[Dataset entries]
------------------------------
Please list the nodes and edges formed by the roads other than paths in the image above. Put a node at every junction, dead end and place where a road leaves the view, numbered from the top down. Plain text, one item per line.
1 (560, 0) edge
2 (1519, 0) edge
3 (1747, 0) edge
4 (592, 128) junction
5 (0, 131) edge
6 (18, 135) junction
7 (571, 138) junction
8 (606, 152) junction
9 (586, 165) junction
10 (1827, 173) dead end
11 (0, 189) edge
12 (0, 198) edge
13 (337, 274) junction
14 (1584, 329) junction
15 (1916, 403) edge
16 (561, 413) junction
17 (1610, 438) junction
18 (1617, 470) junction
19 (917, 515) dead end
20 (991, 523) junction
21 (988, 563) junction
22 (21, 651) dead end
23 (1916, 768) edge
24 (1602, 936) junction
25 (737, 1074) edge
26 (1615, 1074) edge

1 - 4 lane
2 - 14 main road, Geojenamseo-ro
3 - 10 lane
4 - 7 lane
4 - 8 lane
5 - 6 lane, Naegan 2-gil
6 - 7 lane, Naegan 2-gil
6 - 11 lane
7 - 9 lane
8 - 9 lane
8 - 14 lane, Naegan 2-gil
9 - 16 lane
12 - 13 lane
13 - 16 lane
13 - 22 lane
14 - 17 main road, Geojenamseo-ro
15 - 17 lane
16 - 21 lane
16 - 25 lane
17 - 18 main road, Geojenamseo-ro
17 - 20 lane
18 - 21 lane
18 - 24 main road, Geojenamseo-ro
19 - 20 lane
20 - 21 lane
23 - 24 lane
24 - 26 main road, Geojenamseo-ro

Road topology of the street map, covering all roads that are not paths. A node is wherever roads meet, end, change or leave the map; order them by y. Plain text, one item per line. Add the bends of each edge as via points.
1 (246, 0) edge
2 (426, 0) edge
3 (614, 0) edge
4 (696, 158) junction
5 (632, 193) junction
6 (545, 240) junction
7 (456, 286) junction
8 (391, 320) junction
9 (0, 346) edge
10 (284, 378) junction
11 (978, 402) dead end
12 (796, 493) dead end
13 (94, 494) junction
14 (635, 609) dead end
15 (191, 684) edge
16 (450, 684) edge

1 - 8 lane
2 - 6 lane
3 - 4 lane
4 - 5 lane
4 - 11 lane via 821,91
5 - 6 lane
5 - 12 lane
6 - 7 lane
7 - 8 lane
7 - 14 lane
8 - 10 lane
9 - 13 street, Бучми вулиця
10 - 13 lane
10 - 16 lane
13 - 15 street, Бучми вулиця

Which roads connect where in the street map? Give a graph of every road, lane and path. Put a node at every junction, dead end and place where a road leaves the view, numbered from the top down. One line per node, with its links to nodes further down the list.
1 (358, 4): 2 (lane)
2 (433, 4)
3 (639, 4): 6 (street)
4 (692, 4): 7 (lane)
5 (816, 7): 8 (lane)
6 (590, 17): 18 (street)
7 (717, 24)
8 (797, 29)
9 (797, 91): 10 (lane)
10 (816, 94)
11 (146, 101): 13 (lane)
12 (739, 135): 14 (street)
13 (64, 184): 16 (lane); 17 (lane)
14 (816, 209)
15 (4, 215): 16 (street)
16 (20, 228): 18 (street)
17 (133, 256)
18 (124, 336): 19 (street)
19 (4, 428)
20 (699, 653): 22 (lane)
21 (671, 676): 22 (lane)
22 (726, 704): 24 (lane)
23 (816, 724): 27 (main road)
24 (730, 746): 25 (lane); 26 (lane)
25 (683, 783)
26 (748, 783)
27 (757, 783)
------------------------------
Work instruction.
Set down all of the data above again, exactly.

Worked solution.
Please list the nodes and edges formed by the roads other than paths in the image above. Put a node at every junction, dead end and place where a road leaves the view, numbered from the top down. Plain text, one item per line.
1 (560, 0) edge
2 (1519, 0) edge
3 (1747, 0) edge
4 (592, 128) junction
5 (0, 131) edge
6 (18, 135) junction
7 (571, 138) junction
8 (606, 152) junction
9 (586, 165) junction
10 (1827, 173) dead end
11 (0, 189) edge
12 (0, 198) edge
13 (337, 274) junction
14 (1584, 329) junction
15 (1916, 403) edge
16 (561, 413) junction
17 (1610, 438) junction
18 (1617, 470) junction
19 (917, 515) dead end
20 (991, 523) junction
21 (988, 563) junction
22 (21, 651) dead end
23 (1916, 768) edge
24 (1602, 936) junction
25 (737, 1074) edge
26 (1615, 1074) edge

1 - 4 lane
2 - 14 main road, Geojenamseo-ro
3 - 10 lane
4 - 7 lane
4 - 8 lane
5 - 6 lane, Naegan 2-gil
6 - 7 lane, Naegan 2-gil
6 - 11 lane
7 - 9 lane
8 - 9 lane
8 - 14 lane, Naegan 2-gil
9 - 16 lane
12 - 13 lane
13 - 16 lane
13 - 22 lane
14 - 17 main road, Geojenamseo-ro
15 - 17 lane
16 - 21 lane
16 - 25 lane
17 - 18 main road, Geojenamseo-ro
17 - 20 lane
18 - 21 lane
18 - 24 main road, Geojenamseo-ro
19 - 20 lane
20 - 21 lane
23 - 24 lane
24 - 26 main road, Geojenamseo-ro

Road topology of the street map, covering all roads that are not paths. A node is wherever roads meet, end, change or leave the map; order them by y. Plain text, one item per line. Add the bends of each edge as via points.
1 (246, 0) edge
2 (426, 0) edge
3 (614, 0) edge
4 (696, 158) junction
5 (632, 193) junction
6 (545, 240) junction
7 (456, 286) junction
8 (391, 320) junction
9 (0, 346) edge
10 (284, 378) junction
11 (978, 402) dead end
12 (796, 493) dead end
13 (94, 494) junction
14 (635, 609) dead end
15 (191, 684) edge
16 (450, 684) edge

1 - 8 lane
2 - 6 lane
3 - 4 lane
4 - 5 lane
4 - 11 lane via 821,91
5 - 6 lane
5 - 12 lane
6 - 7 lane
7 - 8 lane
7 - 14 lane
8 - 10 lane
9 - 13 street, Бучми вулиця
10 - 13 lane
10 - 16 lane
13 - 15 street, Бучми вулиця

Which roads connect where in the street map? Give a graph of every road, lane and path. Put a node at every junction, dead end and place where a road leaves the view, numbered from the top down. One line per node, with its links to nodes further down the list.
1 (358, 4): 2 (lane)
2 (433, 4)
3 (639, 4): 6 (street)
4 (692, 4): 7 (lane)
5 (816, 7): 8 (lane)
6 (590, 17): 18 (street)
7 (717, 24)
8 (797, 29)
9 (797, 91): 10 (lane)
10 (816, 94)
11 (146, 101): 13 (lane)
12 (739, 135): 14 (street)
13 (64, 184): 16 (lane); 17 (lane)
14 (816, 209)
15 (4, 215): 16 (street)
16 (20, 228): 18 (street)
17 (133, 256)
18 (124, 336): 19 (street)
19 (4, 428)
20 (699, 653): 22 (lane)
21 (671, 676): 22 (lane)
22 (726, 704): 24 (lane)
23 (816, 724): 27 (main road)
24 (730, 746): 25 (lane); 26 (lane)
25 (683, 783)
26 (748, 783)
27 (757, 783)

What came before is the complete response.